The perf of 5140 is low because: (1) it is vectorized by 4 while other cases are vectorized by 8. The kernel is using a max_unroll = 16 / max_input_dtype_size = 8, additional 2 unroll is put to iter_unroll_factor. This iter_unroll_factor increased persistent buffer size and extra code to process unroll leads to high register useage. e.g. it needs 155 registers (if I run with PYTORCH_NVFUSER_MAX_REG_COUNT=255) while the estimated register is 80. (2) it is not a multiple of warp size and bdimx is padded.

If I set iter_unroll_factor = 1, the bandwidth increased from 515.708G/s to 806.959G/s. So we should probabally stop using iter_unroll_factor and extend the use of multiple_reds_per_blk to take care of cases where we have a large iter domain but small reduction domain. Working on a PR.

naoyam commented 1 year ago

Didn't you also find some issue with selection of persistent buffers? Can't understand why the castOp itself could make such a large difference. Have you already filed an issue?

Do you have any idea why the register usage is so much higher than the estimate? Using a different scheduling heuristic may be a way to go, but before making a decision, we should at least try to understand why.

liqiangxl commented 1 year ago

Didn't you also find some issue with selection of persistent buffers? Can't understand why the castOp itself could make such a large difference. Have you already filed an issue?

see https://github.com/NVIDIA/Fuser/issues/343

Do you have any idea why the register usage is so much higher than the estimate? Using a different scheduling heuristic may be a way to go, but before making a decision, we should at least try to understand why.
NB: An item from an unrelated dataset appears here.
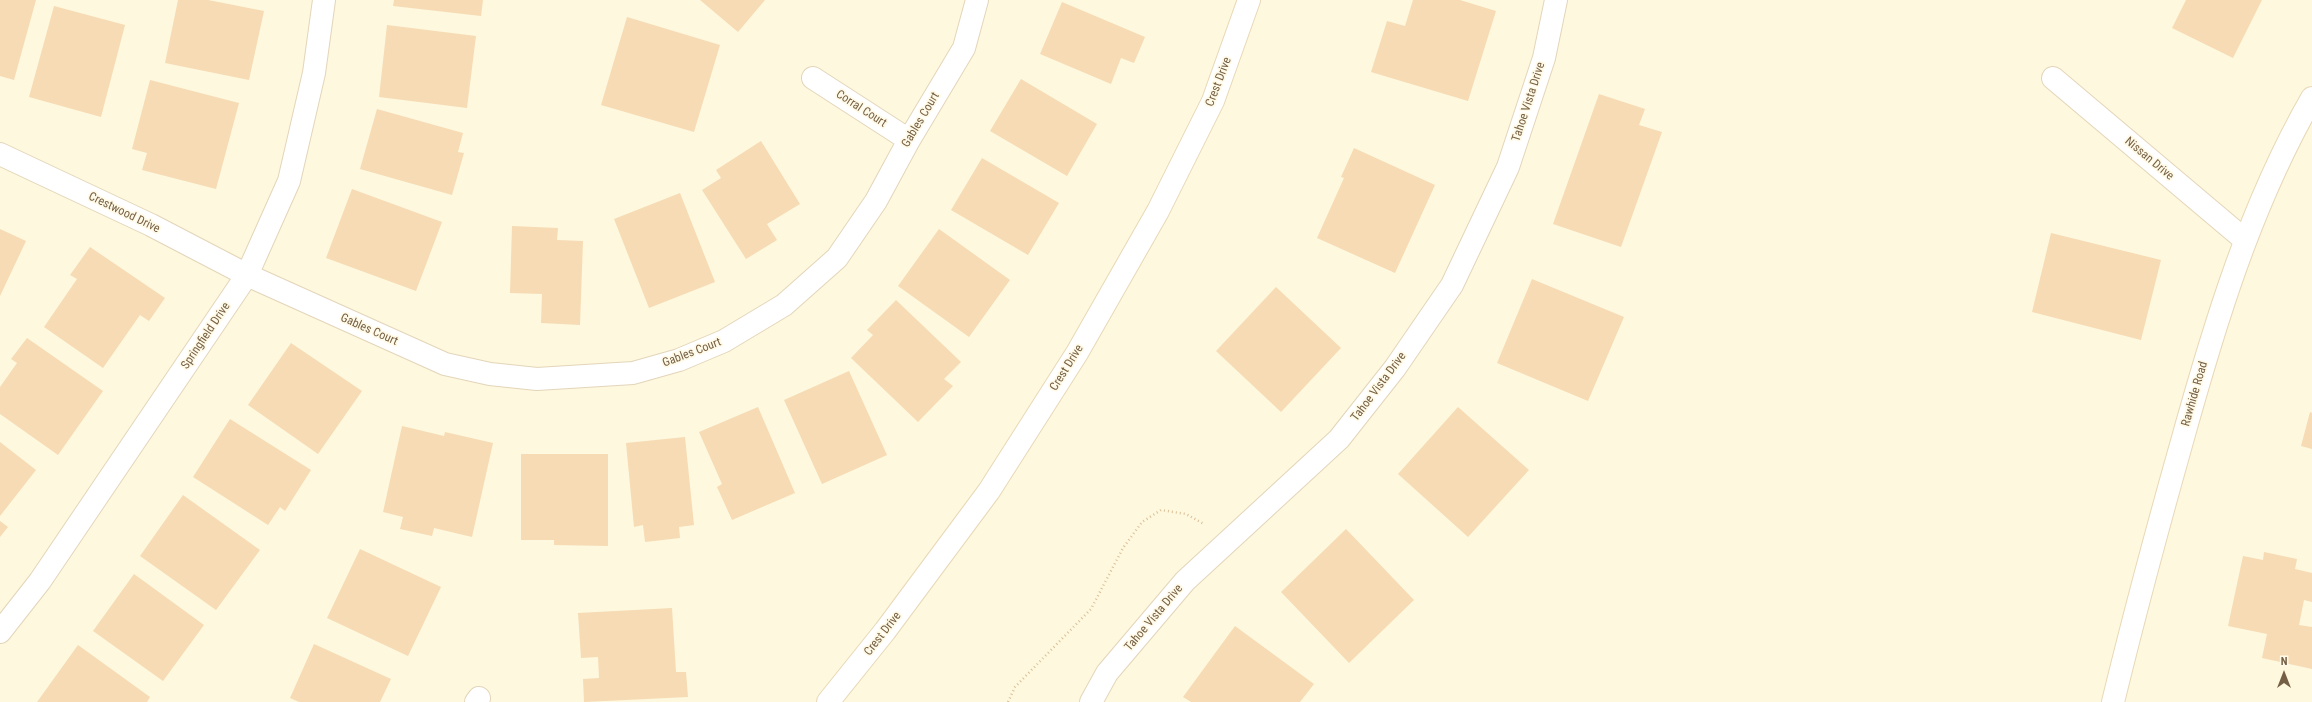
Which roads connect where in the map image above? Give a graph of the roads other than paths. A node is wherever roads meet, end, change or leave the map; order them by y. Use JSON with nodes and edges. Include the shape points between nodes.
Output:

Because iter_unroll_factor = 2 means there is an additional unrolled loop on top of vectorization and persistent batch. So the registers to store the buffers and overhead are doubled, if succssfully unrolled. This explains why used register is 155 while estimated is 80.

naoyam commented 1 year ago

Doesn't that mean we should also fix how to estimate register usage?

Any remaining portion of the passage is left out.